Cost vs Quality Trade-off
After running evals, plot your models on a cost vs. quality comparison:
results = {
"openai/gpt-4o-mini": {"avg_score": 3.8, "avg_cost_inr": 0.02, "avg_latency_ms": 380},
"anthropic/claude-haiku-4.5-20251001": {"avg_score": 4.1, "avg_cost_inr": 0.03, "avg_latency_ms": 420},
"openai/gpt-4o": {"avg_score": 4.6, "avg_cost_inr": 0.18, "avg_latency_ms": 850},
"anthropic/claude-sonnet-4.5": {"avg_score": 4.7, "avg_cost_inr": 0.22, "avg_latency_ms": 920},
}
# Decision:
# - If quality >= 4.0 is acceptable: use claude-haiku (cheap, good quality)

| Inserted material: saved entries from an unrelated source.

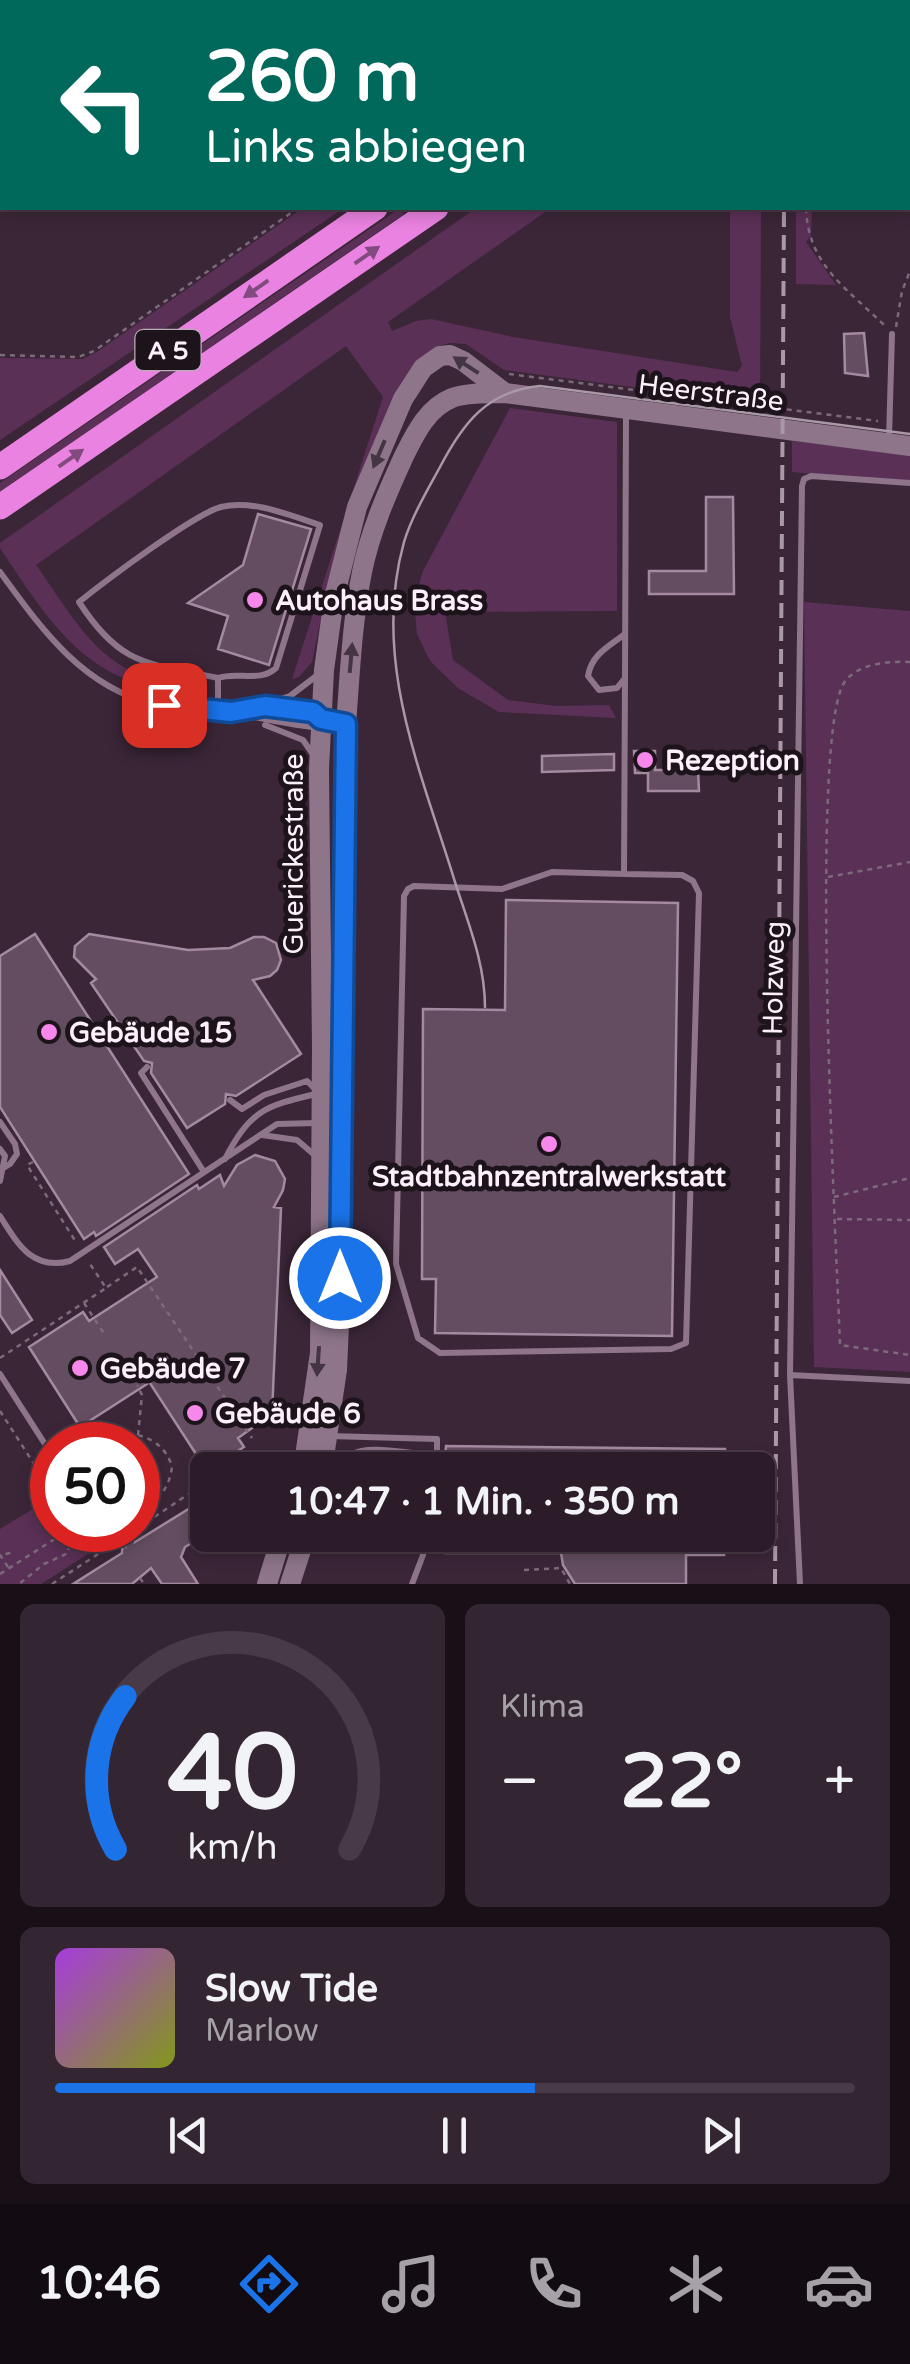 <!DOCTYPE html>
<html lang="de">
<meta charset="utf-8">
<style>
body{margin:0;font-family:"Varela Round",sans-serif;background:#342532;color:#f1f3f6;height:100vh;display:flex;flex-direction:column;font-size:38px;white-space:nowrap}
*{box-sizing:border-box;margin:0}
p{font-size:32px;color:#a6a1a8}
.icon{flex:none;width:55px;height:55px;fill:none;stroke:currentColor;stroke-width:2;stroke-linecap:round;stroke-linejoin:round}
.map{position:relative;height:1584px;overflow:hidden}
.drawer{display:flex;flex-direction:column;gap:20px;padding:20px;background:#180f17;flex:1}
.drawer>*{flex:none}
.banner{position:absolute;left:0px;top:0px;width:910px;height:210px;box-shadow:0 5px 15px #0003,0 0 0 2px #483a47;background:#00695c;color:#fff;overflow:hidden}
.speed{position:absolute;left:30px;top:1422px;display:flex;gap:20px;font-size:50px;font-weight:700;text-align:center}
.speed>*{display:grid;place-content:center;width:130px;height:130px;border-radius:50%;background:#2c1c2a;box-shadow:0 5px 15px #0003,0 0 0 2px #483a47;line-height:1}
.speed .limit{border:15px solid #d22;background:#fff;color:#111}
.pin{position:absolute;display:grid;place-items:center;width:85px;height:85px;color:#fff;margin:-42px;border-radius:20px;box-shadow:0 5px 15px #0006}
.me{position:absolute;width:110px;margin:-55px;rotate:0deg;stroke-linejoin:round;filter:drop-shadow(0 0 8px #0008)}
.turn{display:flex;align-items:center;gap:35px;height:210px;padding:0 40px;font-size:45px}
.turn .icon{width:130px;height:130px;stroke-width:2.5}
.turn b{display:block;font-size:70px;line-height:85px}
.big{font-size:75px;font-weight:800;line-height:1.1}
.drawer .tile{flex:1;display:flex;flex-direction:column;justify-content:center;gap:15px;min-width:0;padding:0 35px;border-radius:15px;background:#342532}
.drawer .dial{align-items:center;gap:0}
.dial svg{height:260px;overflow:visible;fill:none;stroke:#483a47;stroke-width:7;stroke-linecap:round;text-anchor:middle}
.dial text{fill:#f1f3f6;stroke:none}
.song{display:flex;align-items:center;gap:30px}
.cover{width:120px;height:120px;border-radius:15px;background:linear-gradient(135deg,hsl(280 70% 55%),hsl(70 70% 35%))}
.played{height:10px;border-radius:5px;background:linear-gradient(90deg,#1a73e8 60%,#483a47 60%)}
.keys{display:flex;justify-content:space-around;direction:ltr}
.heat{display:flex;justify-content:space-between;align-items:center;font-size:55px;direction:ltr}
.drawer .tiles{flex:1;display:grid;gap:20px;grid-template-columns:1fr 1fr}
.tile:last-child{grid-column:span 2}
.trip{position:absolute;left:190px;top:1452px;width:585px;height:100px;border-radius:15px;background:#2c1c2a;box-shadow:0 5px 15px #0003,0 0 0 2px #483a47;font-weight:800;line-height:100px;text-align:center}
.tab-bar{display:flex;height:160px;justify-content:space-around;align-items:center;background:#120b11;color:#a6a1a8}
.tab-bar .icon{width:70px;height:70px}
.tab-bar .current{color:#1a73e8}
.tab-bar b{font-size:45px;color:#f1f3f6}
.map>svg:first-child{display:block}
</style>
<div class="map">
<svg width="910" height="1584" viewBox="0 0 910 1584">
<rect width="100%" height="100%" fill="#3b2638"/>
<path fill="#5b3057" d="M303,208h41l-344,232v-82l83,1 14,-7z
M476,208h75l-163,114 4,9 24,-10 15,-2 82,18 224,35 5,-6 -12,-49v-109h31l-1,196 -256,-34 -38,-26 -16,-1 -12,3 -24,19 -89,234 -13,63 -13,15 -7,2 91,-282 -37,-51 -310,219c48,68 66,111 157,124v8c-107,-15 -137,-65 -193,-149v-5z
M796,208h16l-1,28 -5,6 30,43 -40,-1z
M399,209l5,5 -404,278v-9z
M510,408l107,14v189l-172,1 8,48 55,40 48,6 53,-1 7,13 -117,-6 -41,-24 -28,-27 -13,-27 -3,-32 9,-31z
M792,441l118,14v28l-118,-11z
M804,602l106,9v761l-96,-5z
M51,1498l1,32h20l16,24 -47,30h-41v-55z"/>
<path fill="#644d61" stroke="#a38aa0" stroke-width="2.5" d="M864,333l4,43 -23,-3 -1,-39z
M706,497h27l1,97h-85v-23h57z
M258,514l53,15 -42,136 -51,-16 10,-33 -40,-13 55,-38z
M634,751h21v19h43l1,21h-51v-18h-13z
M614,754v16l-72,2v-16z
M506,900l172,3 -6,433 -237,-3 1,-54h-14l1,-270 82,1z
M35,934l154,240 -93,62 -2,-4 -10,7 -84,-132v-151z
M89,934l99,16 42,-2 24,-11h10l12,6 5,17 -4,10 -7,6 -17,4 48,74 -65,42 -10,-2 -1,10 -38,24 -36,-55 1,-10 -8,-2 -53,-78 5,-4 -22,-22 1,-11z
M255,1155l20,6 10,18 -2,11 -9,17 7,1 -9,206 -34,24 6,9 -37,24 -59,-91 -1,4 -67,43 -51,-80 54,-35 6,9 68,-44 -19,-28 -23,15 -11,-17 93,-62 2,4 21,-14 4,11 13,-21z
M0,1270l32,50 -20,13 -12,-18z
M446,1446l279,3v21h-281z
M377,1457l45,4 2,9h-66l1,-11z
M208,1497v36l-23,14 -4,10 17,27h-36l-11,-16 -19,16h-59l49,-31 1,-23h12v12z
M445,1535h279v20h-38v29h-111l-12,-19 -2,-12h-116z"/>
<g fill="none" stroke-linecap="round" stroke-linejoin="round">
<path stroke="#7c6a7a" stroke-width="2.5" stroke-dasharray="5 5" stroke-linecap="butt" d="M406,2v-2
M806,208c2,58 41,80 80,119
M896,327l6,-36 8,-20
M0,355l78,2 16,-6 204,-143
M509,374l369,47
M910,662c-21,-1 -49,1 -64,18 -39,44 -9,574 -6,665l70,10
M828,877l82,-15
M33,1162l-6,3 49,77
M834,1197l76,-19
M837,1219l73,1
M107,1287l30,-20 115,171
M84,1303l21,32
M0,1358l106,-70 -18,-27
M0,1411l52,81
M137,1445l5,-50 -5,-10
M138,1505c21,-2 32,-18 34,-39 -6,-17 -16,-26 -34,-31
M138,1528l61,-41 6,4
M64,1530v3l5,-3
M90,1530l14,19
M126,1549l1,-19
M8,1567l-8,-12 15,-3
M524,1570l37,-2 9,16
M0,1574l64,-41 6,8 -2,12 -24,11 -25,20
M140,1578l4,6
M52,1584l83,-54"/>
<path stroke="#8e758a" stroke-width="6" d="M889,438l3,-104
M0,572c41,56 81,114 153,132 25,5 51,4 76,8 28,5 55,12 83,15l4,-3
M625,634c-16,12 -34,21 -37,42l11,14 18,-2 8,-10 1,-265
M260,705l30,-9 29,-22
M218,711v-33c19,-7 42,5 58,-10l44,-143c-29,-9 -67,-26 -99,-18 -27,7 -117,75 -142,95 42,65 69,61 139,76
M237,711c23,-3 51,-7 74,1 10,3 17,9 29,11
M265,725l38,15 9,13
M624,874l58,1 11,6 6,12 -13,450 -15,6 -231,4 -22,-15 -22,-74 8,-368 4,-7 6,-3 88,3 50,-17 72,2 1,-196
M147,1067l-6,6 63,99
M230,1100l12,9 22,-14 43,-14 8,8
M0,1122l15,22 2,10 -7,10 -10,6
M262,1135l35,5 20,17
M0,1149l5,7 -5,25
M225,1159c25,-48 39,-53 91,-65
M0,1216c18,28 32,55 70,45l207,-137 39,-1
M0,1374l52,81
M790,1375l120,6
M329,1436l108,3v31
M351,1470l2,-16c14,-9 52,-1 71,0l5,3 2,13
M412,1584l11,-29v-18l-5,-2
M800,1584l-10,-209 12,-889 2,-7 7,-3 99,7"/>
<path stroke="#8e758a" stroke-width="20" d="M303,1470l17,-117 2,-305 -3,-279 5,-99 10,-72 23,-91 46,-108 20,-31 17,-12 10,-1 13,6 42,32
M322,1470l15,-100 4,-92 5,-554c4,-50 6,-102 16,-152 8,-40 25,-79 42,-116 11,-22 23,-48 48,-58 16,-6 36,-4 53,-5l405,53
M267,1584l15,-49
M290,1584l16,-49"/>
<path stroke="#e982e0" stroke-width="25" d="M677,2l4,-2
M732,2l4,-2
M0,467l375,-259
M0,507l436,-299"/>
<path stroke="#a998a6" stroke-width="2.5" d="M485,1007c0,-44 -17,-84 -30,-125 -34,-111 -84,-222 -51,-340 8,-26 23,-51 36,-75 23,-44 47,-76 100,-81l370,48"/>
<path stroke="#a998a6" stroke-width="4" stroke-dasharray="15 8" stroke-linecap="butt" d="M785,2v-2
M775,1584l9,-1376"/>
</g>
<defs><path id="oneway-solid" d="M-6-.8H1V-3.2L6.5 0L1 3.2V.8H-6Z" transform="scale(2.5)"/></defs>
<g fill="#824a7e">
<use href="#oneway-solid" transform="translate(367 255) rotate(-35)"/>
<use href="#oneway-solid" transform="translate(256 289) rotate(145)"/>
<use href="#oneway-solid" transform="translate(71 458) rotate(-35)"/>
</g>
<g fill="#443542">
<use href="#oneway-solid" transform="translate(466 365) rotate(-147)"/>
<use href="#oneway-solid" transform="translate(379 454) rotate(113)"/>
<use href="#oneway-solid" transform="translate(351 658) rotate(-85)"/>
<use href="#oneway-solid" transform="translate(318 1361) rotate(94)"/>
</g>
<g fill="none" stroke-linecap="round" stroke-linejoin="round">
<g stroke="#114b97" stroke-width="25">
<path id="route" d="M164,705l67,7 34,-6 48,6 8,7 25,5 -6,554"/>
</g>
<use href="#route" stroke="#1a73e8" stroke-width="18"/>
</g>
<g fill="#f688ec" stroke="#1c131b" stroke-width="4">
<circle cx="255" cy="600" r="10"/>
<circle cx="645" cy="760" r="10"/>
<circle cx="49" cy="1032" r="10"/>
<circle cx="549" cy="1144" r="10"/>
<circle cx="80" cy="1368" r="10"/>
<circle cx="195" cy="1413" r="10"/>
</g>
<g text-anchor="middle" stroke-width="10" stroke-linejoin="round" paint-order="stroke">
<rect fill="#1c131b" stroke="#baadb8" stroke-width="2.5" x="135.5" y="330" width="65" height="40" rx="8"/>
<g font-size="25" font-weight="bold" fill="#fdeffb">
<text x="168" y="359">A 5</text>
</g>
<g font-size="28" fill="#fdeffb" stroke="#1c131b">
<text transform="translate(711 392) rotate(7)" y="10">Heerstraße</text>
<text transform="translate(293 854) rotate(-90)" y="10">Guerickestraße</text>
<text transform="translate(773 978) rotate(-89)" y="10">Holzweg</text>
</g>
<g font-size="28" font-weight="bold" fill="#fdeffb" stroke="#1c131b" text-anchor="start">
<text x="275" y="610">Autohaus Brass</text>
<text x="665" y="770">Rezeption</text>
<text x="69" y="1042">Gebäude 15</text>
<text x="549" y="1186" text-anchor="middle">Stadtbahnzentralwerkstatt</text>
<text x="100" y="1378">Gebäude 7</text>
<text x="215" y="1423">Gebäude 6</text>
</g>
</g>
</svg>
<div class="speed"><div class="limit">50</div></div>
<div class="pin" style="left:164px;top:705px;background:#d93025"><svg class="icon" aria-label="arrive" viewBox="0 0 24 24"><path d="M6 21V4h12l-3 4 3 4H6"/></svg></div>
<svg class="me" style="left:340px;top:1278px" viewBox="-20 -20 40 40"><circle r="17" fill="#1a73e8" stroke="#fff" stroke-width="3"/><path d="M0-11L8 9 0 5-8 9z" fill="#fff"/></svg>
<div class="trip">10:47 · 1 Min. · 350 m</div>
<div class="banner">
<div class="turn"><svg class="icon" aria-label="left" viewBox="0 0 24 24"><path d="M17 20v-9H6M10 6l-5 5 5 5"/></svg><div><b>260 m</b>Links abbiegen</div></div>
</div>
</div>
<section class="drawer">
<div class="tiles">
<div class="tile dial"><svg viewBox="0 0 100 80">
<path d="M14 69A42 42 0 1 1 86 69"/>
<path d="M14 69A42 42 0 0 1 17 22" stroke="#1a73e8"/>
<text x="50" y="56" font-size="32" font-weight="700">40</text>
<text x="50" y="72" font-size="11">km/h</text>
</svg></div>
<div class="tile"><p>Klima</p>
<div class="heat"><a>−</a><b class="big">22°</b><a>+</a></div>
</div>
<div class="tile">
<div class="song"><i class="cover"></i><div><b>Slow Tide</b><p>Marlow</p></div></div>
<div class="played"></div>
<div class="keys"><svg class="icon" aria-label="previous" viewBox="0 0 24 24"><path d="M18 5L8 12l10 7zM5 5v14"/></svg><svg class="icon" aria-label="pause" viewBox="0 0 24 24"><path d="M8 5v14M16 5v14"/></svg><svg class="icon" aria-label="next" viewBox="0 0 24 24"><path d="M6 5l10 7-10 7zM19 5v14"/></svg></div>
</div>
</div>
</section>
<nav class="tab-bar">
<b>10:46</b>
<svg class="icon current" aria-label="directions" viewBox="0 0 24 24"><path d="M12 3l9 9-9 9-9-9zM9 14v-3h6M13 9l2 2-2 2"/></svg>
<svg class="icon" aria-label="music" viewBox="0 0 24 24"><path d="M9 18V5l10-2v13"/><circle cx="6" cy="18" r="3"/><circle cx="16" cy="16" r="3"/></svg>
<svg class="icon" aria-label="phone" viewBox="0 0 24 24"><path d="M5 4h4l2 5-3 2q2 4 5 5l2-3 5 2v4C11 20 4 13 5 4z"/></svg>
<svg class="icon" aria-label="climate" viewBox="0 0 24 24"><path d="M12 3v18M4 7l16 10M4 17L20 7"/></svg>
<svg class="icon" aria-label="car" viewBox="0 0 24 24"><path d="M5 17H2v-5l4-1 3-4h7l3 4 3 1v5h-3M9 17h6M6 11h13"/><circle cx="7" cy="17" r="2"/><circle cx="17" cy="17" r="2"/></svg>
</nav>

# - If quality >= 4.5 required: use gpt-4o or claude-sonnet (10x cost)
# - Routing: use haiku for simple queries, sonnet for complex ones
print("\nModel Comparison:")
print(f"{'Model':<45} {'Score':>7} {'Cost (₹)':>10} {'Latency':>10}")
print("-" * 75)
for model, stats in results.items():
print(f"{model:<45} {stats['avg_score']:>7.1f} {stats['avg_cost_inr']:>10.3f} {stats['avg_latency_ms']:>9.0f}ms")Tracking with Usage Logs
AICredits logs every request automatically. Use the usage dashboard or API to pull real production cost data per model:
GET /api/billing/usage?page=1&limit=100
# Response includes per-request:
{
"logs": [
{
"model": "openai/gpt-4o-mini",
"total_tokens": 234,
"cost_inr": 0.019,
"created_at": "2026-03-16T10:30:00Z"
}
]
}Cross-reference your eval scores with real production usage logs to validate that the model performing best in offline evals also performs best with real user inputs.